U.S. NIST PQC Standards to Kick-Start Product Commercialization

On August 13, 2024, the U.S. National Institute of Standards and Technology (NIST) published three Federal Information Processing Standards (FIPS) for Post-Quantum Cryptography (PQC). These are officially:

1. FIPS 203, Module-Lattice-Based Key-Encapsulation Mechanism (KEM) Standard (CRYSTALS-KYBER)
2. FIPS 204, Module-Lattice-Based Digital Signature Standard (CRYSTALS-Dilithium)
3. FIPS 205, Stateless Hash-Based Digital Signature Standard (SPHINCS+)

These complement a number of other previously published standards that are deemed quantum-secure, notably hash-based signature schemes LMS and XMSS (NIST SP 800-208), cryptographic hashes SHA and HMAC (FIPS 202 and FIPS 198-1, respectively), and symmetric cipher AES (FIPS-197).

NIST is still working on the FALCON standard, the fourth algorithm that was selected in 2022, alongside the three just published. A fourth round of the PQC standardization process is still in progress for KEMs, and a first round was launched in 2024 for additional Digital Signature Algorithms (DSAa).

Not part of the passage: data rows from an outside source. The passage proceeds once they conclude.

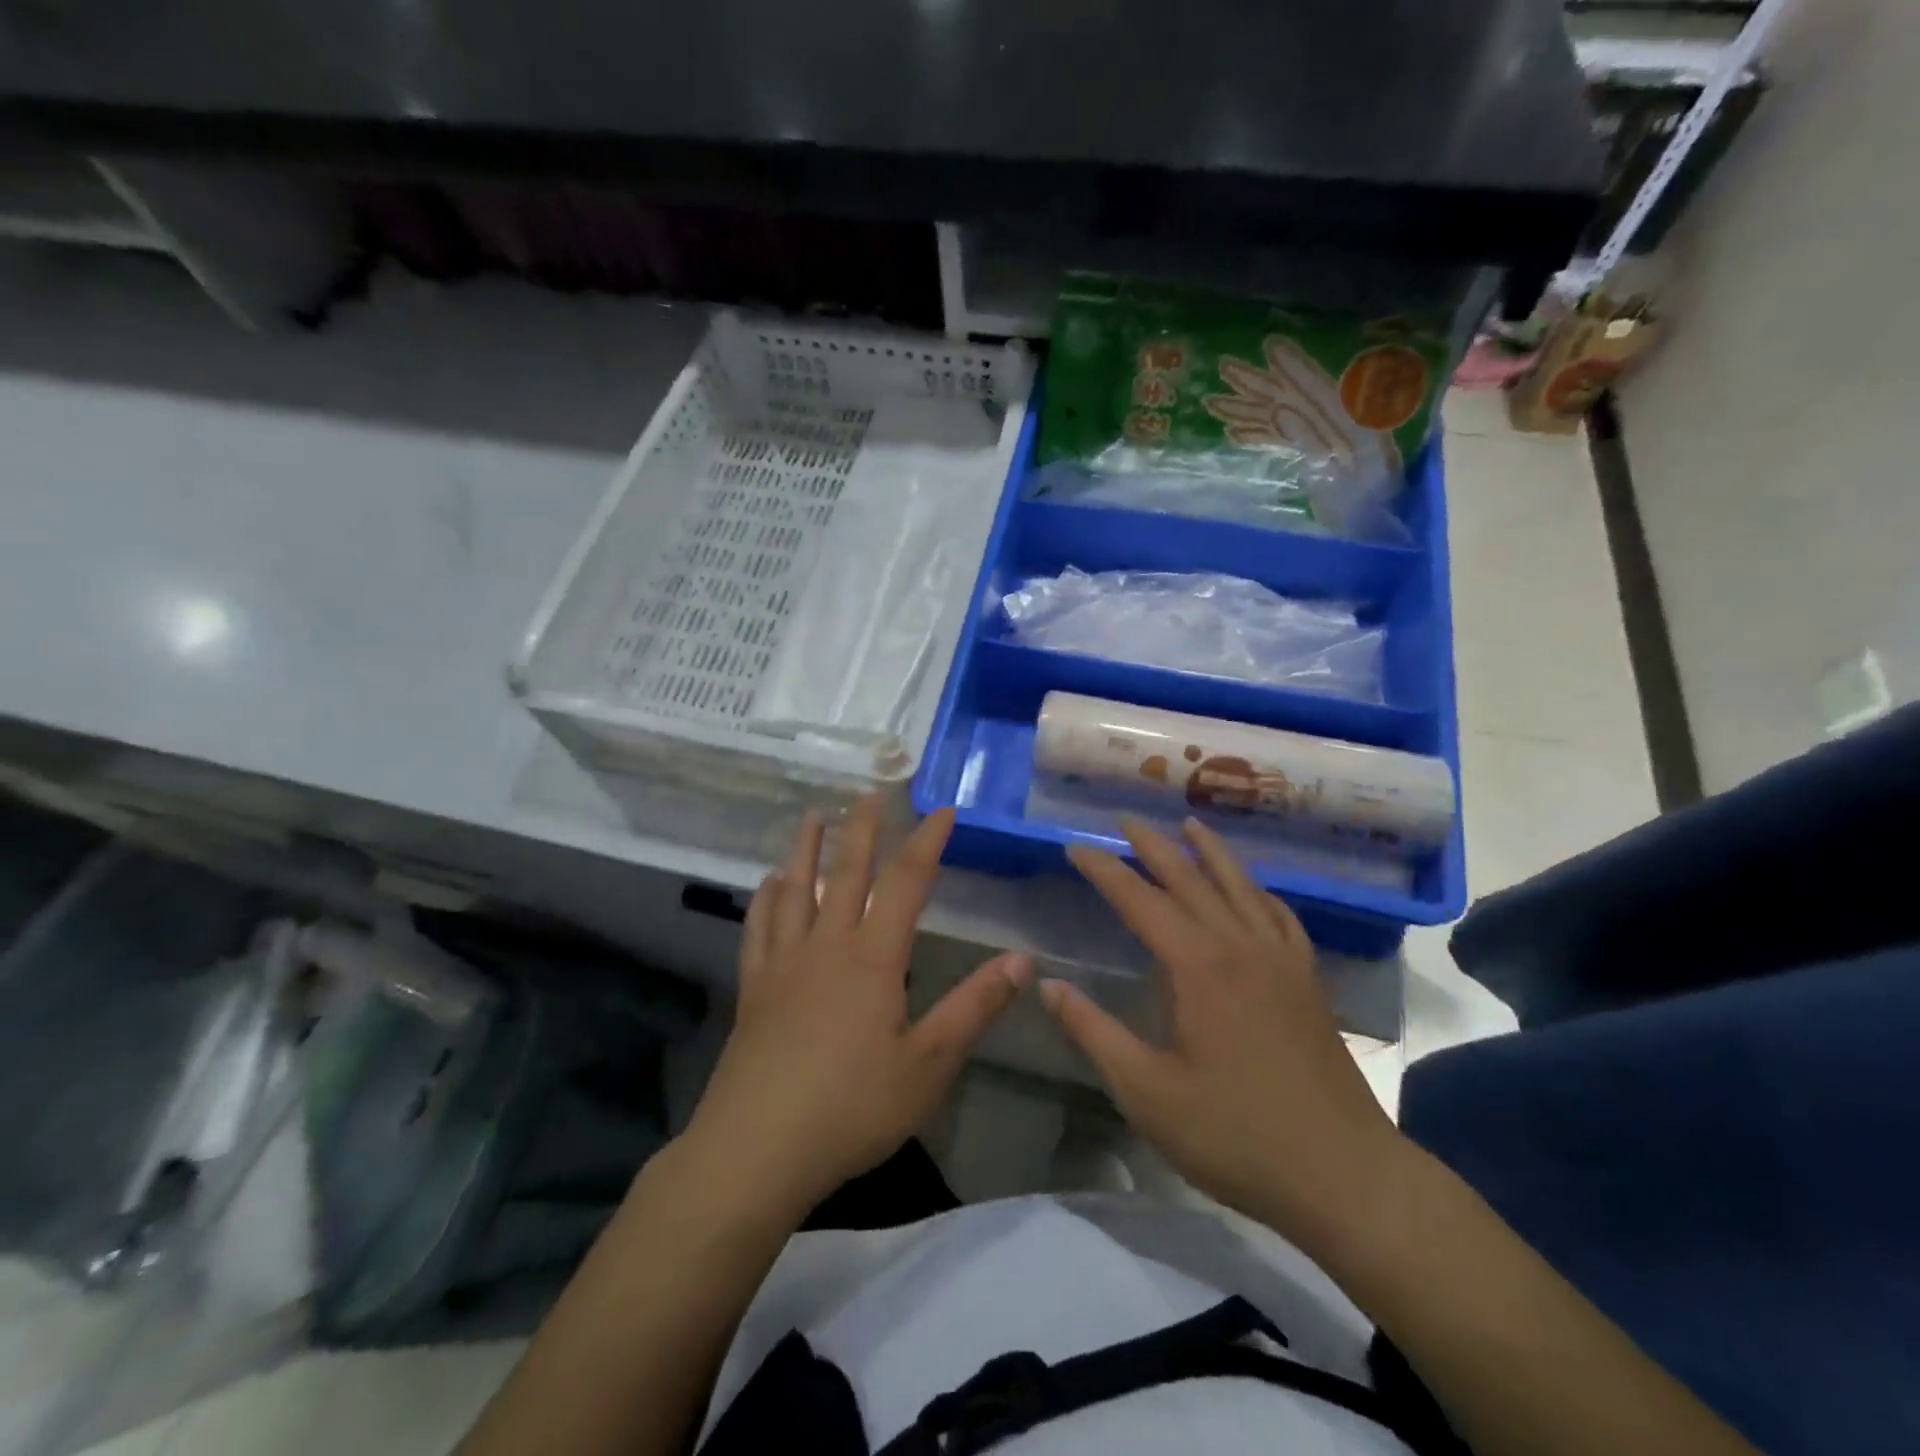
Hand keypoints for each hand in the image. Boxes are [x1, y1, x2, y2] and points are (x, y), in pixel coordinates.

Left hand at [683, 796, 1029, 1220]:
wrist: (756, 1149)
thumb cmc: (852, 1107)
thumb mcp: (929, 1064)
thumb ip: (974, 1007)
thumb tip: (1023, 960)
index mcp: (872, 958)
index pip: (906, 883)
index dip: (926, 842)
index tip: (942, 810)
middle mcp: (826, 946)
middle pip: (846, 873)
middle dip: (862, 829)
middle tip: (869, 792)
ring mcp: (784, 964)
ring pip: (795, 889)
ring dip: (806, 848)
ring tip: (812, 816)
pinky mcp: (754, 989)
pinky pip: (758, 929)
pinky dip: (764, 898)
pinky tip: (767, 884)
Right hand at [1042, 817, 1406, 1255]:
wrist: (1343, 1175)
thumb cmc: (1235, 1135)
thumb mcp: (1146, 1092)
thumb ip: (1093, 1032)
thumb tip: (1047, 986)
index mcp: (1198, 966)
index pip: (1139, 900)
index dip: (1104, 871)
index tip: (1075, 847)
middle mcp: (1240, 945)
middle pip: (1190, 879)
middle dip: (1153, 846)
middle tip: (1125, 819)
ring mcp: (1281, 959)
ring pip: (1240, 886)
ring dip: (1210, 852)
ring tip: (1190, 823)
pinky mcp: (1308, 979)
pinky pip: (1279, 915)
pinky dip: (1258, 890)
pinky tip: (1252, 889)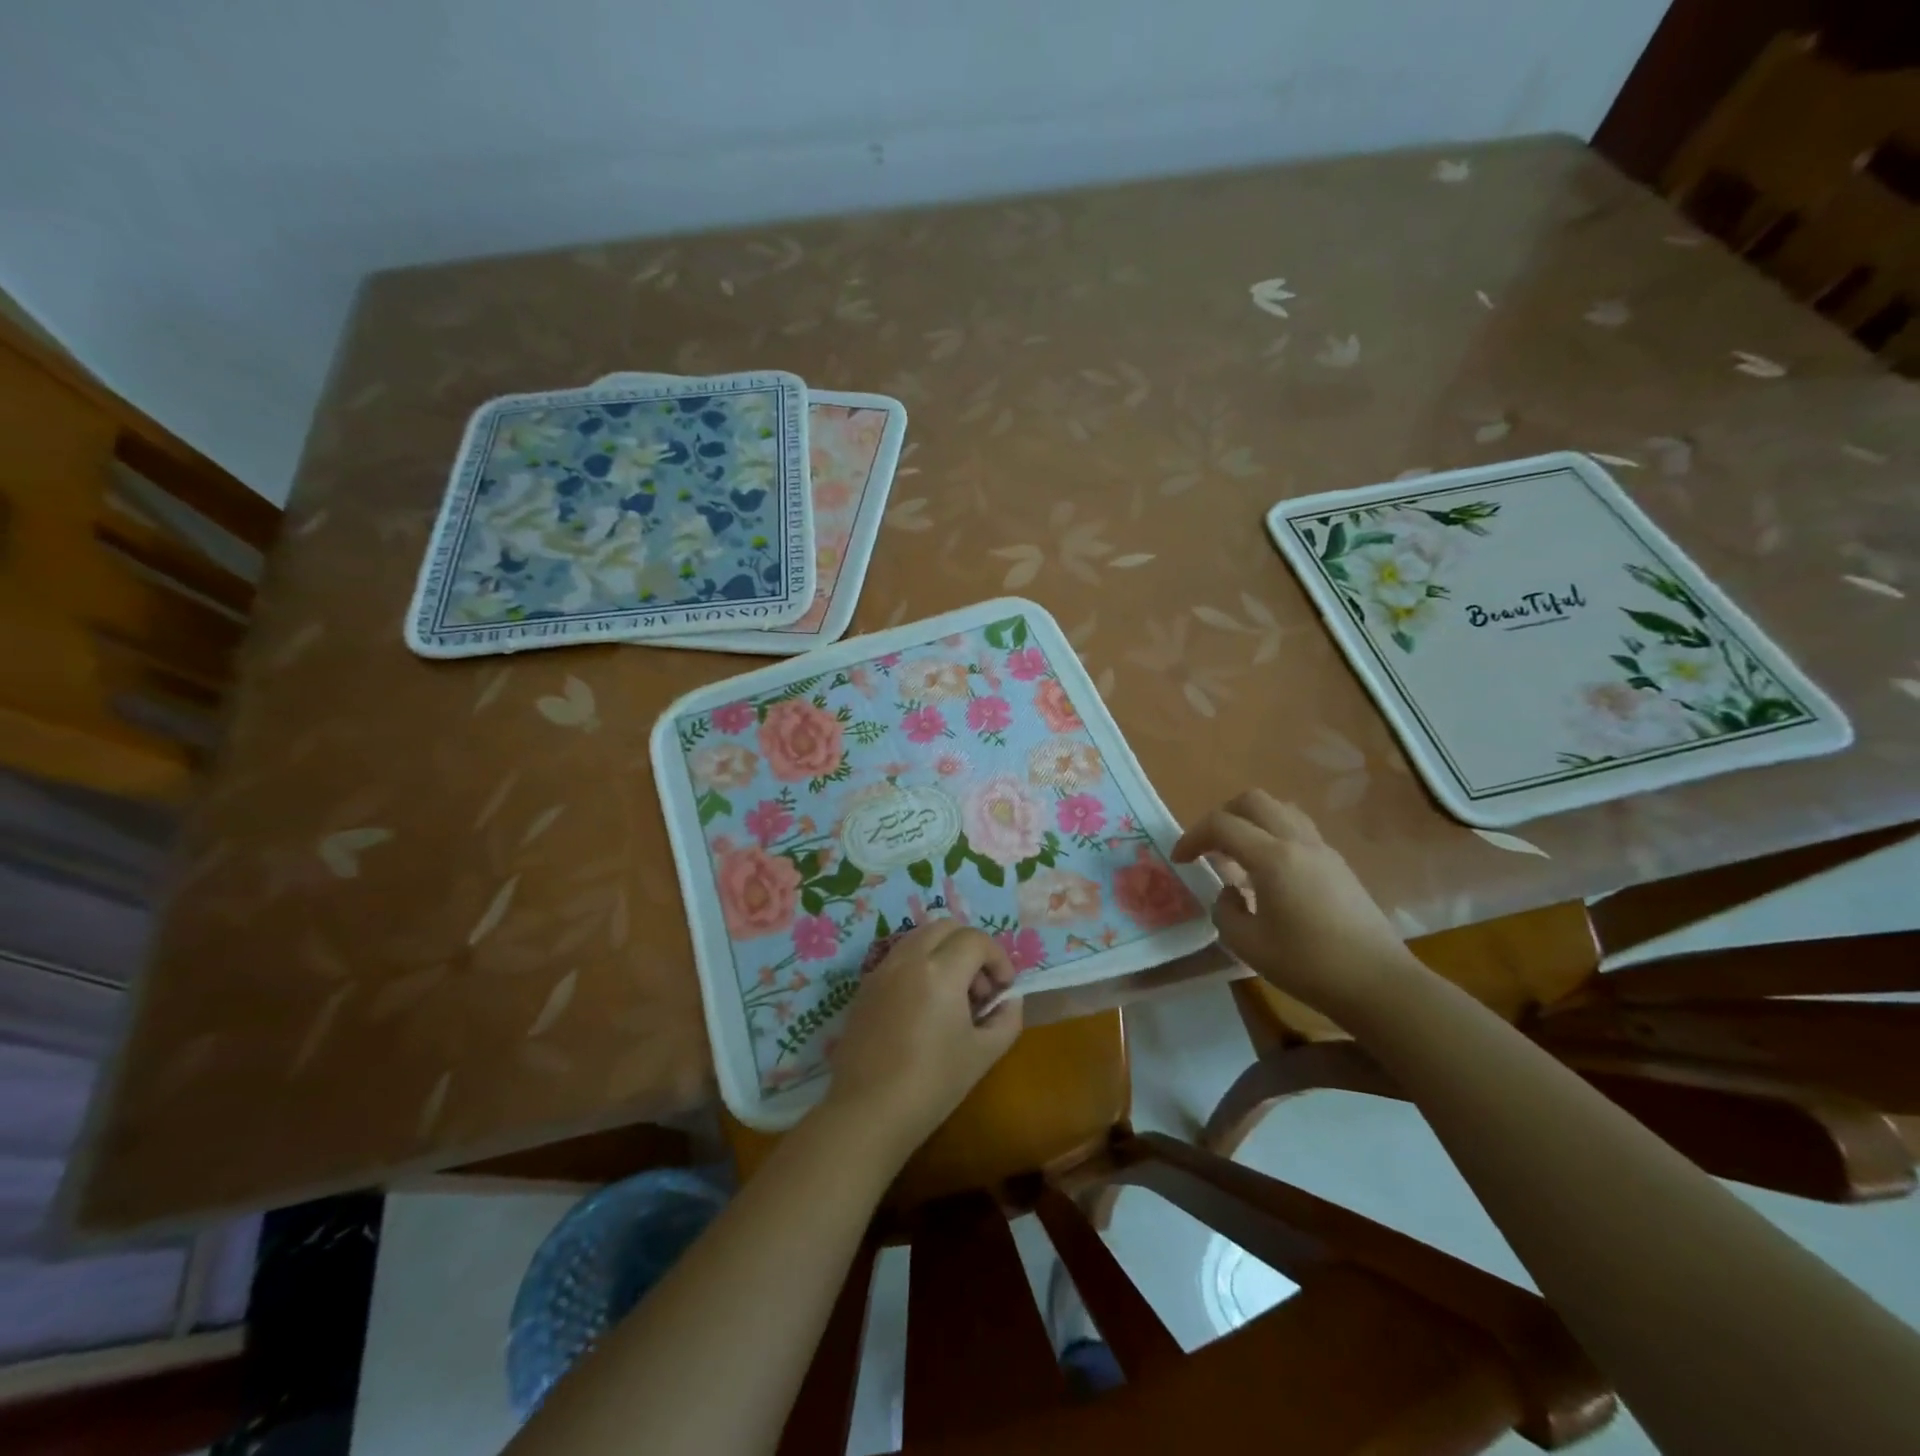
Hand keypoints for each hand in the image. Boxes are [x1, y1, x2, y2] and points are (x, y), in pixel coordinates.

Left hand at [822, 920, 1022, 1159]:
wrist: (868, 1112)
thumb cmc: (933, 1084)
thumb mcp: (984, 1054)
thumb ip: (1006, 1019)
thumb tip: (1009, 1000)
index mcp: (940, 970)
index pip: (976, 940)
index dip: (998, 958)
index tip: (1003, 989)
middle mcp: (908, 958)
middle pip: (946, 926)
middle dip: (970, 947)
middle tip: (979, 987)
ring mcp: (881, 969)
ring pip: (919, 937)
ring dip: (943, 952)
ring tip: (952, 995)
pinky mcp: (865, 987)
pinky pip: (898, 957)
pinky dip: (918, 965)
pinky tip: (923, 1006)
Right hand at [1173, 789, 1419, 1021]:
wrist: (1379, 984)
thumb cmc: (1309, 965)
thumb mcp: (1248, 945)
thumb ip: (1225, 911)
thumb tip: (1231, 893)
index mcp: (1272, 857)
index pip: (1222, 825)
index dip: (1192, 837)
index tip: (1179, 860)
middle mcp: (1298, 842)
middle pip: (1253, 801)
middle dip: (1222, 816)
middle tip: (1207, 846)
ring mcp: (1323, 851)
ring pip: (1280, 809)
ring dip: (1251, 822)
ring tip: (1238, 854)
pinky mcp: (1339, 865)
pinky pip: (1298, 829)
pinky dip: (1273, 835)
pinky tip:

The result of an 8-year process, NIST had made a first announcement of four candidate algorithms for standardization back in 2022, but it took 2 years to draft and publish those standards. Other algorithms (FALCON, Round 4 KEM, and Round 1 Additional DSA) are being evaluated by NIST in order to have a diverse pool of PQC standards available for the market. Having a greater number of algorithms spreads the risk if one of them is broken; this is important as these algorithms have yet to be fully tested in the field (i.e., not just by white hats). Spreading the risk is good for minimizing it, but it also makes implementation that much harder because it means work for vendors that have to integrate PQC algorithms into their products.

The standards need to be adapted to varied use cases: from secure elements in smart cards and small, resource-constrained connected devices that need DSA for secure boot and Over-the-Air (OTA) updates to large-scale cloud-based Hardware Security Module-as-a-Service (HSMaaS) implementations. This means not only selecting the right PQC algorithm for that use case and developing an adapted cryptographic library, but also evolving the underlying technology; for example, better hardware acceleration capabilities, or protection against side-channel attacks. These efforts will differ for each use case, but also vary for each PQC algorithm. These efforts will not just be challenging for PQC product innovators, but also for implementers in all types of markets, from finance to automotive manufacturing, and from healthcare to utilities.

The standardization legwork is not yet done, but the three new FIPS standards gives the green light to a market that has been in relative limbo since the announcement of the candidate algorithms in 2022. Now, silicon Intellectual Property (IP) providers, semiconductors, and other Original Equipment Manufacturers (OEMs) can move past their Proofs of Concept (PoCs) and start bringing to market their first generation of PQC-ready solutions: whether those are libraries, IPs, chipsets, or other. This first windfall will drive market interest and a lot of beta-testing, and eventually lead to the refinement of use case- and market-specific PQC solutions. In turn, better supporting hardware and ecosystems will emerge to catalyze second-generation solutions that are closer to plug-and-play.

PQC innovators will be better off focusing on a select number of industries, rather than spreading themselves too thin trying to offer a one-size-fits-all solution. Not all end markets will start integrating PQC-ready technology at the same pace. Implementers will have to spend some time identifying the right algorithm and standard for their specific use case, and likely also spend time in the refinement process with innovators to ensure eventual solutions are fit for purpose. This is not, however, a one-sided effort; partnerships between innovators and implementers will play a key role in advancing market-ready solutions.